==== RAW DATA ====

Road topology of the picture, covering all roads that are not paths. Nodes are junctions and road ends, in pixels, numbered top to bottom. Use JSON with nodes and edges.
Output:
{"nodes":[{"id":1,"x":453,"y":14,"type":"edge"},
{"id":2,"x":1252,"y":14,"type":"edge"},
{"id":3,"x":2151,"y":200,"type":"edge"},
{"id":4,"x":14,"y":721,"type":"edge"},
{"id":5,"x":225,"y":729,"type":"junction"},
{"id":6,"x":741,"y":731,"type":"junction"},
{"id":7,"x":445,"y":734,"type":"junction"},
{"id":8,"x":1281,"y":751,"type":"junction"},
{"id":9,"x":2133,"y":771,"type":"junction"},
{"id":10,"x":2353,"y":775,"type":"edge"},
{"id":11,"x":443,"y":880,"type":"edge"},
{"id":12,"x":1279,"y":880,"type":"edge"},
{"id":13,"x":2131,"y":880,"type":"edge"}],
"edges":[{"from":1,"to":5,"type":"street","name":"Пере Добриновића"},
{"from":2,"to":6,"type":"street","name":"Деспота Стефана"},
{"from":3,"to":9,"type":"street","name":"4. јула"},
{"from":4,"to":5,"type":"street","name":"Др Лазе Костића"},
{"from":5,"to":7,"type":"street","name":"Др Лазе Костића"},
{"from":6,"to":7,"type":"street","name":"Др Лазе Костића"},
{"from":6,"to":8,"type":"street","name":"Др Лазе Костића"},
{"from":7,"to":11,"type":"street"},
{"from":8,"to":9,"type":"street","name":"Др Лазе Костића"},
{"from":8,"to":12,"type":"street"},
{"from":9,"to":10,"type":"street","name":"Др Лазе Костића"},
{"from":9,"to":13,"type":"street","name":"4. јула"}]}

====

▸ **WORK INSTRUCTION**
The entries above are to be retyped exactly.

▸ **RESULT FOR THIS EXERCISE**
Road topology of the picture, covering all roads that are not paths. Nodes are junctions and road ends, in pixels, numbered top to bottom. Use JSON with nodes and edges.
Output:
{"nodes":[{"id":1,"x":453,"y":14,"type":"edge"},
{"id":2,"x":1252,"y":14,"type":"edge"},
{"id":3,"x":2151,"y":200,"type":"edge"},
{"id":4,"x":14,"y":721,"type":"edge"},
{"id":5,"x":225,"y":729,"type":"junction"},
{"id":6,"x":741,"y":731,"type":"junction"},
{"id":7,"x":445,"y":734,"type":"junction"},
{"id":8,"x":1281,"y":751,"type":"junction"},
{"id":9,"x":2133,"y":771,"type":"junction"},
{"id":10,"x":2353,"y":775,"type":"edge"},
{"id":11,"x":443,"y":880,"type":"edge"},
{"id":12,"x":1279,"y":880,"type":"edge"},
{"id":13,"x":2131,"y":880,"type":"edge"}],
"edges":[{"from":1,"to":5,"type":"street","name":"Пере Добриновића"},
{"from":2,"to":6,"type":"street","name":"Деспота Стефана"},
{"from":3,"to":9,"type":"street","name":"4. јула"},
{"from":4,"to":5,"type":"street","name":"Др Лазе Костића"},
{"from":5,"to":7,"type":"street","name":"Др Лазе Костића"},
{"from":6,"to":7,"type":"street","name":"Др Лазе Костића"},
{"from":6,"to":8,"type":"street","name":"Др Лазе Костића"},
{"from":7,"to":11,"type":"street"},
{"from":8,"to":9,"type":"street","name":"Др Лазе Костића"},
{"from":8,"to":12,"type":"street"},
{"from":9,"to":10,"type":"street","name":"Др Лазе Костића"},
{"from":9,"to":13,"type":"street","name":"4. јула"}]}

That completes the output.